El combate prosiguió por la noche, y duraría veinte horas hasta el día siguiente.

Aunque con la batalla perdida de antemano, Carrera no se rindió, siguiendo el ejemplo de Arturo Prat Chacón y, según el general Cáceres: “…continuó (el enemigo chileno) defendiéndose con inaudita fiereza…”.

El capitán Ignacio Carrera Pinto murió luchando al amanecer del día 10 de julio. Su puesto lo ocupó el subteniente Luis Cruz Martínez.

Los peruanos lograron incendiar el techo de paja del cuartel al mismo tiempo que lograban abrir sus murallas, por las cuales penetraban. El coronel Estanislao del Canto Arteaga describe así el final de la Batalla:

“como a las nueve de la mañana del día 10, no quedaban sino el teniente Cruz y cuatro soldados que defendían la entrada al recinto del ya quemado cuartel. Se noto a esa que ya habían agotado todas sus municiones, porque no hacían ningún disparo, y entonces algunas voces peruanas, le gritaban : ¡Subteniente Cruz, ríndase hijito, no tiene para que morir! . A los cual el les contestaba: ¡Los chilenos no se rinden jamás! y volviéndose a su tropa les preguntaba: ¿No es verdad muchachos? Los soldados respondieron afirmativamente y entonces el oficial mando a calar bayoneta y se fueron furiosos contra las masas indígenas.
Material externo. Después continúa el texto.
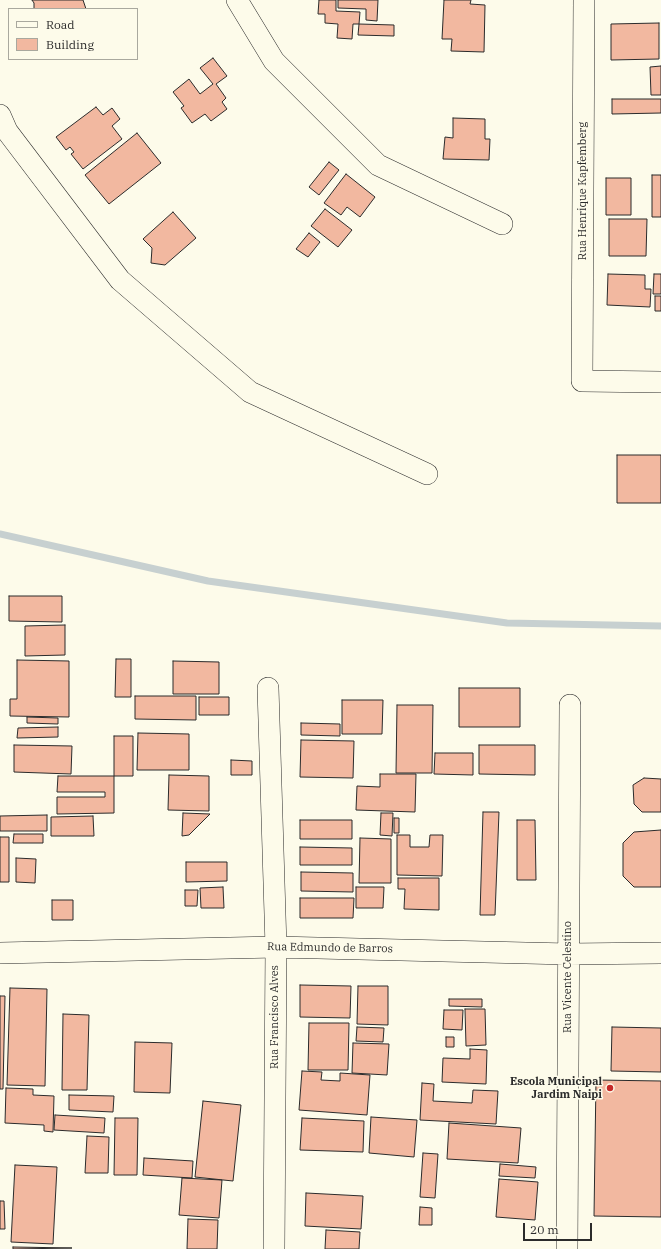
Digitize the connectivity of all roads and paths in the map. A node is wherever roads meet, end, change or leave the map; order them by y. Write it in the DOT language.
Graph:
graph roads {
  1 [pos="237,0"];
  2 [pos="584,0"];
  3 [pos="0,115"];
  4 [pos="502,224"];
  5 [pos="661,382"];
  6 [pos="428,474"];
  7 [pos="268,688"];
  8 [pos="570,705"];
  9 [pos="276,947"];
  10 [pos="661,952"];
  11 [pos="0,953"];
  12 [pos="568,954"];
  13 [pos="274,1249"];
  14 [pos="567,1249"];
  1 -- 4 [label="street"];
  2 -- 5 [label="street, Rua Henrique Kapfemberg"];
  3 -- 6 [label="street"];
  7 -- 9 [label="street, Rua Francisco Alves"];
  8 -- 12 [label="street, Rua Vicente Celestino"];
  9 -- 11 [label="street, Rua Edmundo de Barros"];
  9 -- 12 [label="street, Rua Edmundo de Barros"];
  9 -- 13 [label="street, Rua Francisco Alves"];
  10 -- 12 [label="street, Rua Edmundo de Barros"];
  12 -- 14 [label="street, Rua Vicente Celestino"];
}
Fatigados, tuvieron que rendir su vida, quedando algunos clavados en las lanzas de los salvajes. Al subteniente cruz se le aplico un tiro por la espalda. Refirióme el español que cuando no podían hacerse rendirse al subteniente Cruz, hicieron llegar al cuartel a una jovencita, a quien el oficial saludaba siempre con cariño, para que fuera a rogarle que se rindiera y el oficial la rechazó indignado“. “Los dos últimos soldados que escaparon después de la muerte de Cruz se refugiaron en el atrio de una iglesia y allí se noto que hablaban. Luego se abrocharon el uniforme, se pusieron el barboquejo y se lanzaron sobe la turba para morir rifle en mano”.
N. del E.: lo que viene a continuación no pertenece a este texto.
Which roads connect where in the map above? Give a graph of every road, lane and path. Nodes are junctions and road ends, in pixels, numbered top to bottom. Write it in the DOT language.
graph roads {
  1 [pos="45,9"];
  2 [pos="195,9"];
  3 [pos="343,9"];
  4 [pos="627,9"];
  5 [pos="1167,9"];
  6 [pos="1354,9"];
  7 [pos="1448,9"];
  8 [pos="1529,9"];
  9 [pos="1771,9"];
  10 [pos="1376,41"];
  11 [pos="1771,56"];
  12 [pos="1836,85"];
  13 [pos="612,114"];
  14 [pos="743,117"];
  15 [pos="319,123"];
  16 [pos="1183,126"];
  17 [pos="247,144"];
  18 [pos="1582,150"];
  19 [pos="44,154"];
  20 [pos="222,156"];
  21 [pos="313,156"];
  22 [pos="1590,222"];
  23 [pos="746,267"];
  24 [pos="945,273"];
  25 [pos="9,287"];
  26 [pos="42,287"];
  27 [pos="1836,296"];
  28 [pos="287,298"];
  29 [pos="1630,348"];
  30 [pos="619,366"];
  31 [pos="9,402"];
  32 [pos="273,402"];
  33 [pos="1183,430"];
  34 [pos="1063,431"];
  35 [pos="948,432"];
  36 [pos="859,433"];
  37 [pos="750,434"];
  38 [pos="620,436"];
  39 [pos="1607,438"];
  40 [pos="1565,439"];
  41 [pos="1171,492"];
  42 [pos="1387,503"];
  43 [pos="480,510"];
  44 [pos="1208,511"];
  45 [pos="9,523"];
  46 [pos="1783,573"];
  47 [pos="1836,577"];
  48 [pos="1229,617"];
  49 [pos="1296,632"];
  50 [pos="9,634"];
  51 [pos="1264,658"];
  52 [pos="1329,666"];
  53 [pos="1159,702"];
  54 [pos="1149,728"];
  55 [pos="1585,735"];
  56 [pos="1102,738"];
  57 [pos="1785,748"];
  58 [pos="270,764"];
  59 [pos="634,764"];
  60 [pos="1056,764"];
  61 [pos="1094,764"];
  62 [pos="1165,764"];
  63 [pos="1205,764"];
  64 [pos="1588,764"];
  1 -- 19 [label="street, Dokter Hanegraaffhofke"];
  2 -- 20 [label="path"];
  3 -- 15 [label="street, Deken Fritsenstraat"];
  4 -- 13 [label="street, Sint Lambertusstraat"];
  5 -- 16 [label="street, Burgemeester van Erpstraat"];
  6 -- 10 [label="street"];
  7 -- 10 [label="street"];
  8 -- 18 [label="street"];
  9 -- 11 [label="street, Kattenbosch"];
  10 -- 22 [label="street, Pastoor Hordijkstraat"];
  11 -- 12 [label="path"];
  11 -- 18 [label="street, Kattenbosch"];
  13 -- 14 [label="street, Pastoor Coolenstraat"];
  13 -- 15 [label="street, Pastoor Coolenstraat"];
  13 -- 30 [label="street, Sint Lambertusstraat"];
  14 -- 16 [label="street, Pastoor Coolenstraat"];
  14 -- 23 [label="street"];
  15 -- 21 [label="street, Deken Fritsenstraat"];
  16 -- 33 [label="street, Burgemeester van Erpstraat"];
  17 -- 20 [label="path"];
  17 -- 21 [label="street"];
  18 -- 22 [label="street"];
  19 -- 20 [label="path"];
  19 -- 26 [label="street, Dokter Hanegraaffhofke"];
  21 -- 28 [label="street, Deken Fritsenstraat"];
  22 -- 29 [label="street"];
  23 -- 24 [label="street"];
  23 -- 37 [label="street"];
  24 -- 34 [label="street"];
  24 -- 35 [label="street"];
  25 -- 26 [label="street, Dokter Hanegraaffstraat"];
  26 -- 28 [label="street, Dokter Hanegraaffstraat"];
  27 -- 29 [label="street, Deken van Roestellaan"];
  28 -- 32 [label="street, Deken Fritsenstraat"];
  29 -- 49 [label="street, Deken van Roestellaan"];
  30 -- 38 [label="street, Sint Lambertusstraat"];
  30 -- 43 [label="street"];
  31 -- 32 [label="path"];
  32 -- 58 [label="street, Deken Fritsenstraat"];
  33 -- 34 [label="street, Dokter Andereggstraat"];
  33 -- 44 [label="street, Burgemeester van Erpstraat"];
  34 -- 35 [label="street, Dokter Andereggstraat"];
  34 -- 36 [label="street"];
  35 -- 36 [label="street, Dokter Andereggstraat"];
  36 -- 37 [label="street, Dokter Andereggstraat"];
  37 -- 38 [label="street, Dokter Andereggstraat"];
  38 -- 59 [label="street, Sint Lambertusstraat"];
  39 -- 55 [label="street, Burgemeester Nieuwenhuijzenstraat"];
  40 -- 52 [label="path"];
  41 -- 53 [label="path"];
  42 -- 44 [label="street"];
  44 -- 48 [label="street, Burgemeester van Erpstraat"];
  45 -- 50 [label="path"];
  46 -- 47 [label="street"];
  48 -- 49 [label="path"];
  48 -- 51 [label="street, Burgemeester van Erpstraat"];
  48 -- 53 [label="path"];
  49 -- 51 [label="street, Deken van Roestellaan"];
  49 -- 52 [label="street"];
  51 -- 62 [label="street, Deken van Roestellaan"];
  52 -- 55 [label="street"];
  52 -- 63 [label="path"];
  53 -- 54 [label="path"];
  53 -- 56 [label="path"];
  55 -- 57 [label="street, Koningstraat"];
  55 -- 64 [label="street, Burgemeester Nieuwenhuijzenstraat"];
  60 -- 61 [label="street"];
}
El subteniente Cruz fue encontrado en la plaza de Concepción desnudo, con sus manos destrozadas, debido al pertinaz combate sostenido por él a arma blanca. Algunos informes indican tambien que fue brutalmente tratado despues de muerto, en donde incluso se le arranco parte del muslo de una de sus piernas.

El colegio en el cuál estudió en Curicó se llama hoy Liceo Luis Cruz Martínez y data del año 1838 y es el liceo más importante y prestigioso de esa ciudad.